I got a call from a photographer who had heard about us and I explained the position, but as I told him that the best way to contact the hiring manager was through email, he shut me down. Apparently he doesn't do email, doesn't have a resume, won't give a list of his equipment, doesn't give away his work to strangers (we typically ask for a link of sample work). I get calls all the time from photographers concerned about Craigslist scams and try to verify our company - which is fine - but this was not a mere case of paranoia. He only wanted to speak directly with the hiring manager (who is not in my office) and see her in-person to show his portfolio. (I used to work in an art gallery, so I'm used to fine art photographers marching up to me with portfolios as well...) I tried to take his name and number so I could pass it along, but he no longer wanted to speak to me because, as he put it, "we got off on the wrong foot". 

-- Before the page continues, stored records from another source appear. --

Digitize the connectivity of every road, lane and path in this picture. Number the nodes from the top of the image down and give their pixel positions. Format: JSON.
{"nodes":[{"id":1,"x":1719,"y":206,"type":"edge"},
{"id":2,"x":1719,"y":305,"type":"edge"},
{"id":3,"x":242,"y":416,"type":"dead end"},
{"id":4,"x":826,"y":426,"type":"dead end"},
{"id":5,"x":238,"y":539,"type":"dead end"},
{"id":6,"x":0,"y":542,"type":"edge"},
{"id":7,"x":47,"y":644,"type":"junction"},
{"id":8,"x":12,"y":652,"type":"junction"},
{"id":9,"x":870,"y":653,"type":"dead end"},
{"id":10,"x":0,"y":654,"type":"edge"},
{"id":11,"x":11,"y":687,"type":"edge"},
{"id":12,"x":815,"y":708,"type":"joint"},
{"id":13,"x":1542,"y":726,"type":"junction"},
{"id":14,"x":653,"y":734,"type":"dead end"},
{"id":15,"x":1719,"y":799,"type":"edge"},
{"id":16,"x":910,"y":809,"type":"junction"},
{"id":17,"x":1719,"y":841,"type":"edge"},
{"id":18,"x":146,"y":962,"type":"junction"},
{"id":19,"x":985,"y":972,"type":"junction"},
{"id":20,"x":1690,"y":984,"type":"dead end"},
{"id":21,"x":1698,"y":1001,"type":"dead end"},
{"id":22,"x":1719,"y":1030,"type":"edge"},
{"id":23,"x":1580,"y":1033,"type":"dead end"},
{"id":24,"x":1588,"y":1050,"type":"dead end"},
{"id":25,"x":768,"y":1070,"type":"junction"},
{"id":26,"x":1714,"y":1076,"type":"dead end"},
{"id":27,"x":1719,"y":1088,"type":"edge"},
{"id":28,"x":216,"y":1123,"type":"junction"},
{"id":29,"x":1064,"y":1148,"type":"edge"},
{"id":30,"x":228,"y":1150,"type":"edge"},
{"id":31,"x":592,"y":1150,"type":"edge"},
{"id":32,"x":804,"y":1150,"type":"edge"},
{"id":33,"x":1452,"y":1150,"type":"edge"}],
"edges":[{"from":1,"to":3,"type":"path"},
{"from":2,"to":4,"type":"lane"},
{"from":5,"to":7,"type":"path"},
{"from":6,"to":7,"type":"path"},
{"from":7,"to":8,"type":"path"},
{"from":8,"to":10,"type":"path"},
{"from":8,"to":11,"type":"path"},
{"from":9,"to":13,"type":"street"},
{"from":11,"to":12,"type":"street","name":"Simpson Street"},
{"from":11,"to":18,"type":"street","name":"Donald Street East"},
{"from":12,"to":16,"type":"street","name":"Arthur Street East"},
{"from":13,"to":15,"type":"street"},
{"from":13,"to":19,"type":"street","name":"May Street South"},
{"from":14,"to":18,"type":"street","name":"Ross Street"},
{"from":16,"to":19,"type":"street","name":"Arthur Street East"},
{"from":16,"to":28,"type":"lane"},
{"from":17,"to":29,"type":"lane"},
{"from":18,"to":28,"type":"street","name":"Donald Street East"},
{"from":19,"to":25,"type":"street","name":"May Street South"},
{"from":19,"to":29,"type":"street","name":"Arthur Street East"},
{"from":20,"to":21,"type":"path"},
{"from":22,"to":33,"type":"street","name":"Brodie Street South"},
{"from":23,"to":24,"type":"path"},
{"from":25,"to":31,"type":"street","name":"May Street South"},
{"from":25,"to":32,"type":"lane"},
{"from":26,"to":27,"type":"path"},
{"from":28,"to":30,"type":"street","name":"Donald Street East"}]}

Professional photographers: is it unreasonable to ask for a list of camera equipment and a link to your website?


----------



## Kerbouchard (Nov 6, 2011)

I don't know if it's any of your business what equipment I use, but I do think asking to see an example of my work is reasonable.  

As far as his anti-web, anti-link, and anti-attitude, I wouldn't worry about it too much.  Sounds like it's not a person I would want to be in a business relationship with.


----------



## joealcantar (Nov 6, 2011)

I would ask for a digital file portfolio and a link to some of his/her other work.  Once you have the files you can look at the properties etc. to see what it was shot with, or bring it into the conversation as "what lens did you use for this shot" looks like a nice range etc. and dig a little information out.  But as far as your question , it is not unreasonable.  But keep in mind that it is all about the tools and how they are used in any craft.  If the D100/D200/D300 etc. is getting the job done why would I need the latest and greatest.   
-
Shoot well, Joe


----------



## tirediron (Nov 6, 2011)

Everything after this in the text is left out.